> **Task requirements**
Please repeat every record below exactly as written, but leave out the pictures.
* * * * * * *
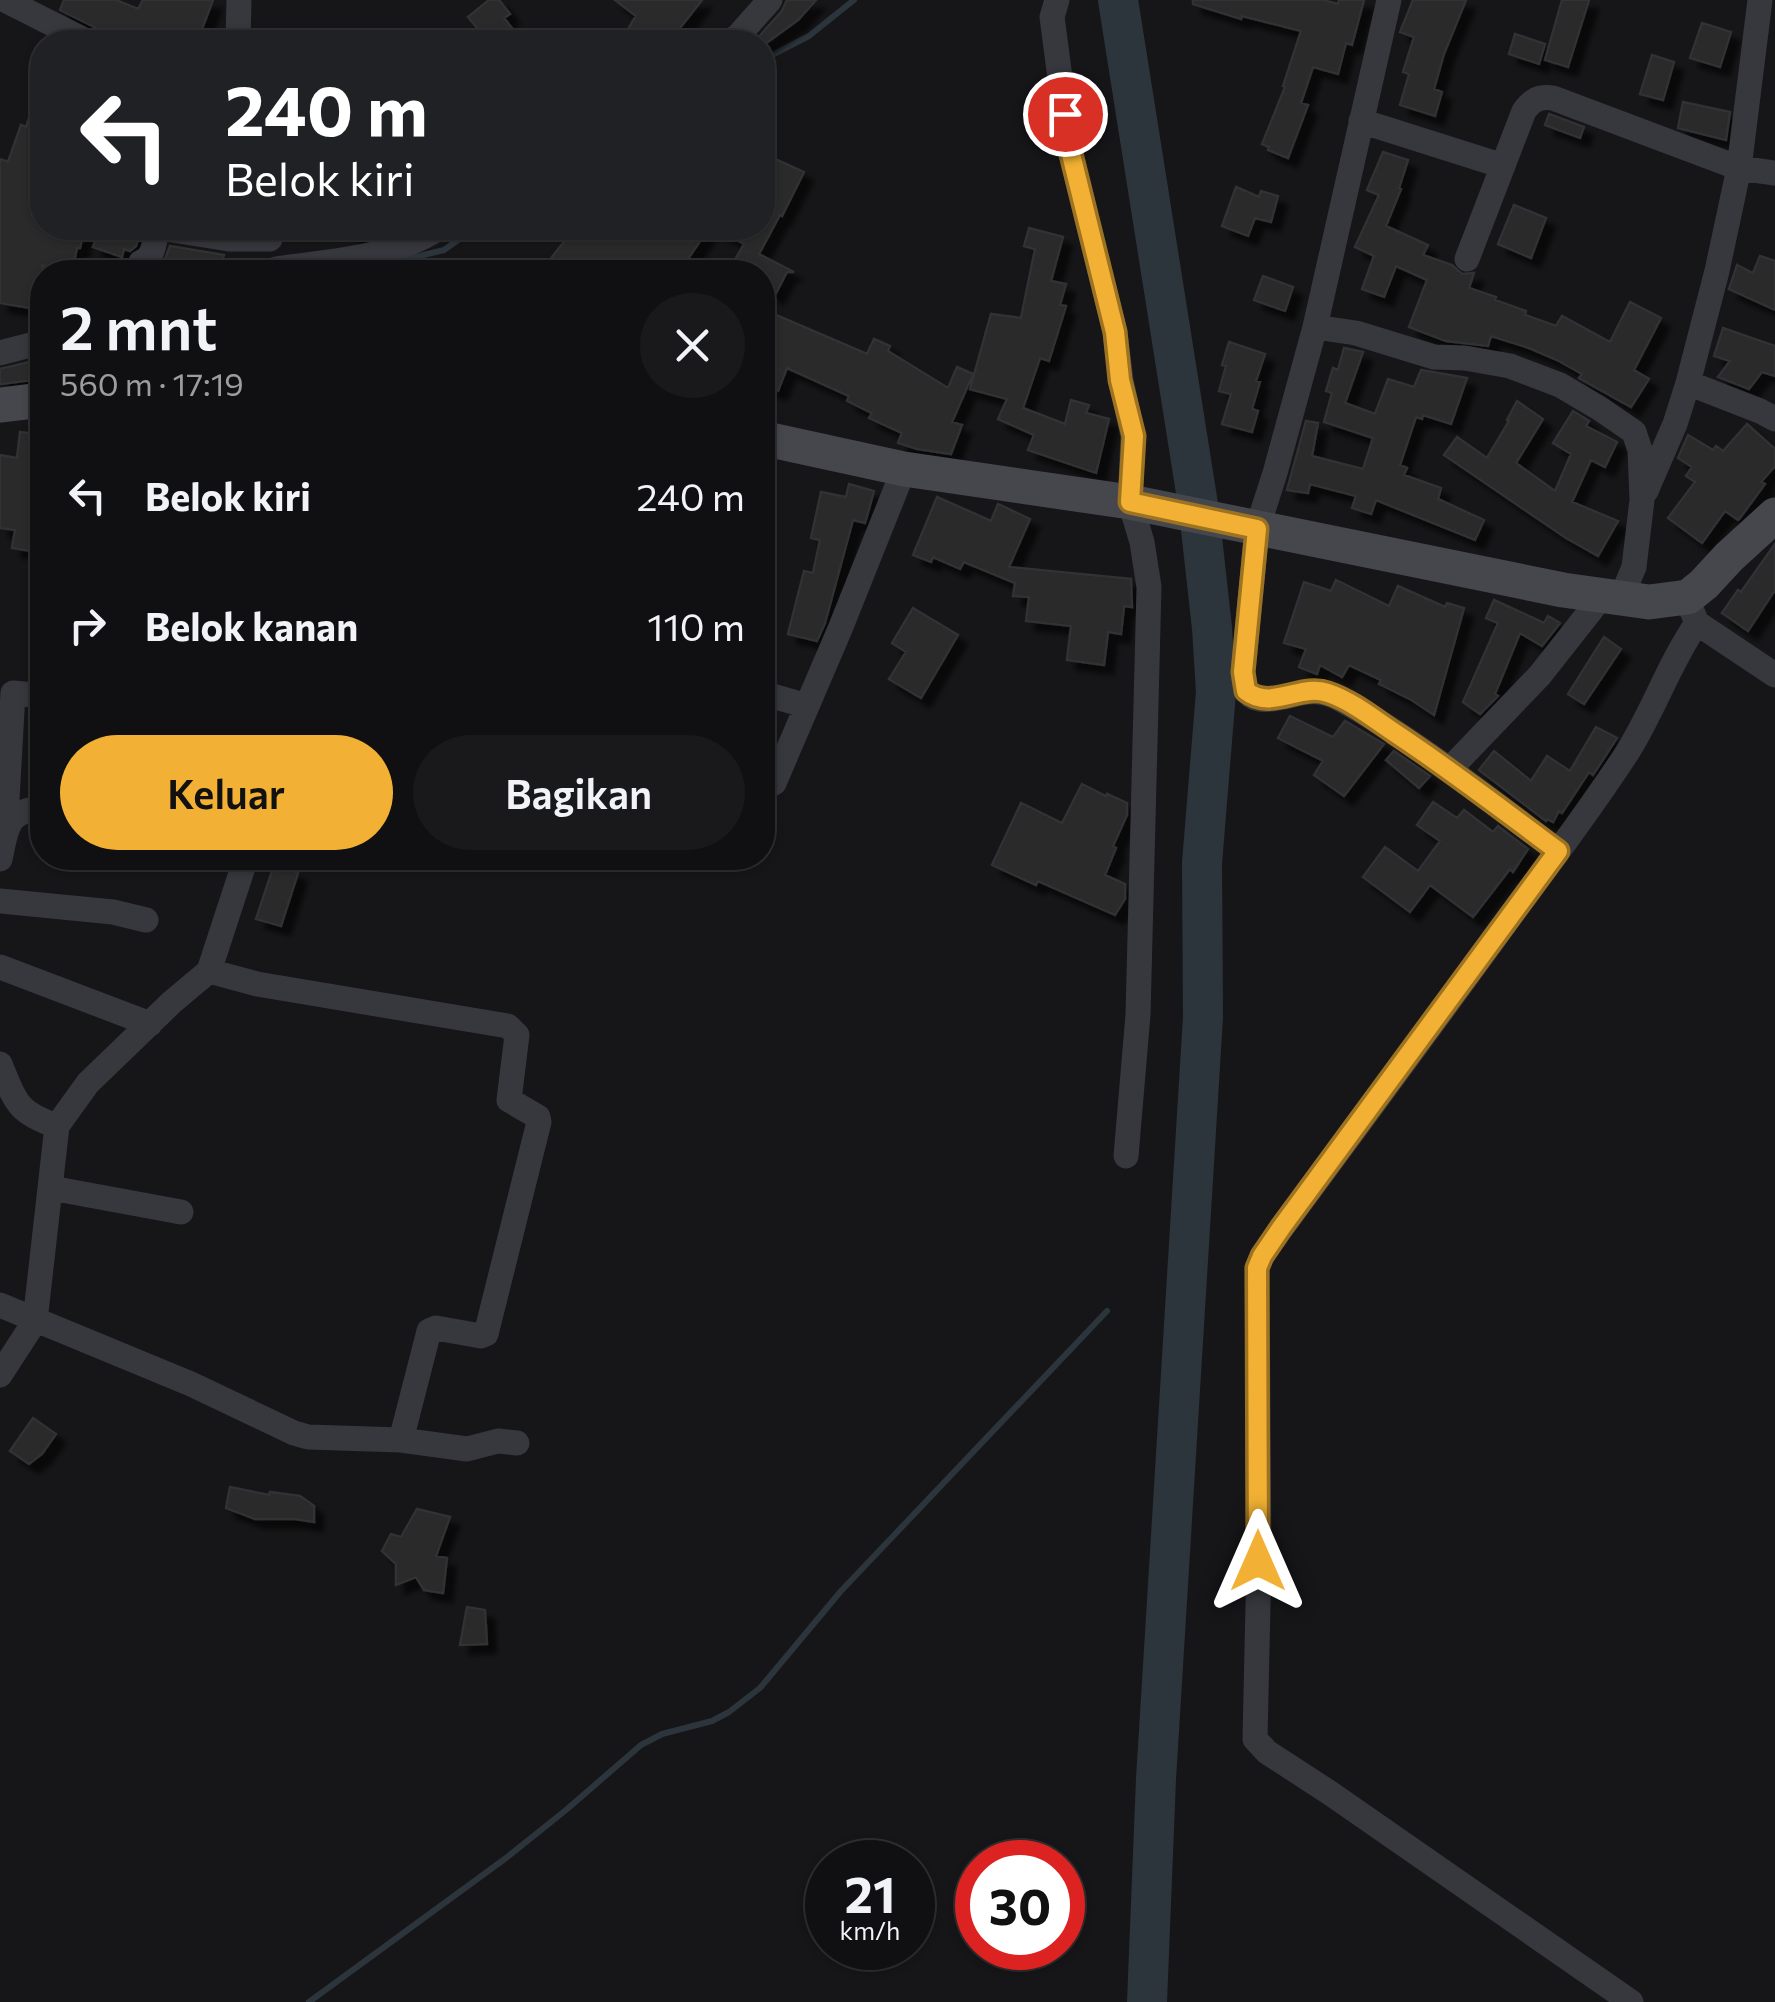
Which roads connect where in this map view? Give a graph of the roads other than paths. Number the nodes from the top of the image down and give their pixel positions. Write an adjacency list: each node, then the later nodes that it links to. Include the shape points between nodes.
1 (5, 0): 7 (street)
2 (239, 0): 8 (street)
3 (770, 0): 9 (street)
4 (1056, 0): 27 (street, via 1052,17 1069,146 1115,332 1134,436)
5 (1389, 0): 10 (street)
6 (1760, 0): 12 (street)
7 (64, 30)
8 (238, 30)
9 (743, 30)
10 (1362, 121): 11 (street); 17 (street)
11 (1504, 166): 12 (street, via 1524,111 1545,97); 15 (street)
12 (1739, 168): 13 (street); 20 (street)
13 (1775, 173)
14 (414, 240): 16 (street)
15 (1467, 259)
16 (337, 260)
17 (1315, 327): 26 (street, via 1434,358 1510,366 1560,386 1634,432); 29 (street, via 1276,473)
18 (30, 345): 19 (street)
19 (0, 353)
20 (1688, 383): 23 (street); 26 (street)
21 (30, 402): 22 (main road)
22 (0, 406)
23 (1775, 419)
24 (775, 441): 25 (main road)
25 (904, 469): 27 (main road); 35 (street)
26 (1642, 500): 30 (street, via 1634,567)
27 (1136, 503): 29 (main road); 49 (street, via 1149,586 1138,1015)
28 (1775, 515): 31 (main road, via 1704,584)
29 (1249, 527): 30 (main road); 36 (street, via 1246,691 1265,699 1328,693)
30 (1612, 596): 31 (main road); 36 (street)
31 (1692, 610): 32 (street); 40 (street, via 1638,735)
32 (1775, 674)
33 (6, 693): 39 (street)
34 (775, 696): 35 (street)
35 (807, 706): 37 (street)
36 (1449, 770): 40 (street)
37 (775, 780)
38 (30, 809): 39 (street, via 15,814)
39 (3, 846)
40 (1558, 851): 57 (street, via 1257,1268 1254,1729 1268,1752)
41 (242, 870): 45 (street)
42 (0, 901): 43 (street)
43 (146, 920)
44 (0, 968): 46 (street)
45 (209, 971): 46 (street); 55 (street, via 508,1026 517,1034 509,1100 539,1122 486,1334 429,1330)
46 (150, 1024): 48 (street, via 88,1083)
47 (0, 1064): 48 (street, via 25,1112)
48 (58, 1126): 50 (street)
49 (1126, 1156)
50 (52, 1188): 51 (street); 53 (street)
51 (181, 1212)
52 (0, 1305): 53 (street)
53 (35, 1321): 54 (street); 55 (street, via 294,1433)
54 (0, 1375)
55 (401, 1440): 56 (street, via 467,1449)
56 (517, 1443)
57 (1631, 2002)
* * * * * * *
> **The answer**
Which roads connect where in this map view? Give a graph of the roads other than paths. Number the nodes from the top of the image down and give their pixel positions. Write an adjacency list: each node, then the later nodes that it links to. Include the shape points between nodes.
1 (5, 0): 7 (street)
2 (239, 0): 8 (street)
3 (770, 0): 9 (street)
4 (1056, 0): 27 (street, via 1052,17 1069,146 1115,332 1134,436)
5 (1389, 0): 10 (street)
6 (1760, 0): 12 (street)
7 (64, 30)
8 (238, 30)
9 (743, 30)
10 (1362, 121): 11 (street); 17 (street)
11 (1504, 166): 12 (street, via 1524,111 1545,97); 15 (street)
12 (1739, 168): 13 (street); 20 (street)
13 (1775, 173)
14 (414, 240): 16 (street)
15 (1467, 259)
16 (337, 260)
17 (1315, 327): 26 (street, via 1434,358 1510,366 1560,386 1634,432); 29 (street, via 1276,473)
18 (30, 345): 19 (street)
19 (0, 353)
20 (1688, 383): 23 (street); 26 (street)
21 (30, 402): 22 (main road)
22 (0, 406)
23 (1775, 419)
24 (775, 441): 25 (main road)
25 (904, 469): 27 (main road); 35 (street)
26 (1642, 500): 30 (street, via 1634,567)
27 (1136, 503): 29 (main road); 49 (street, via 1149,586 1138,1015)
28 (1775, 515): 31 (main road, via 1704,584)
29 (1249, 527): 30 (main road); 36 (street, via 1246,691 1265,699 1328,693)
30 (1612, 596): 31 (main road); 36 (street)
31 (1692, 610): 32 (street); 40 (street, via 1638,735)
32 (1775, 674)
33 (6, 693): 39 (street)
34 (775, 696): 35 (street)
35 (807, 706): 37 (street)
36 (1449, 770): 40 (street)
37 (775, 780)
38 (30, 809): 39 (street, via 15,814)
39 (3, 846)
40 (1558, 851): 57 (street, via 1257,1268 1254,1729 1268,1752)
41 (242, 870): 45 (street)
42 (0, 901): 43 (street)
43 (146, 920)
44 (0, 968): 46 (street)
45 (209, 971): 46 (street); 55 (street, via 508,1026 517,1034 509,1100 539,1122 486,1334 429,1330)
46 (150, 1024): 48 (street, via 88,1083)
47 (0, 1064): 48 (street, via 25,1112)
48 (58, 1126): 50 (street)
49 (1126, 1156)
50 (52, 1188): 51 (street); 53 (street)
51 (181, 1212)
52 (0, 1305): 53 (street)
53 (35, 1321): 54 (street); 55 (street, via 294,1433)
54 (0, 1375)
55 (401, 1440): 56 (street, via 467,1449)
56 (517, 1443)
57 (1631, 2002)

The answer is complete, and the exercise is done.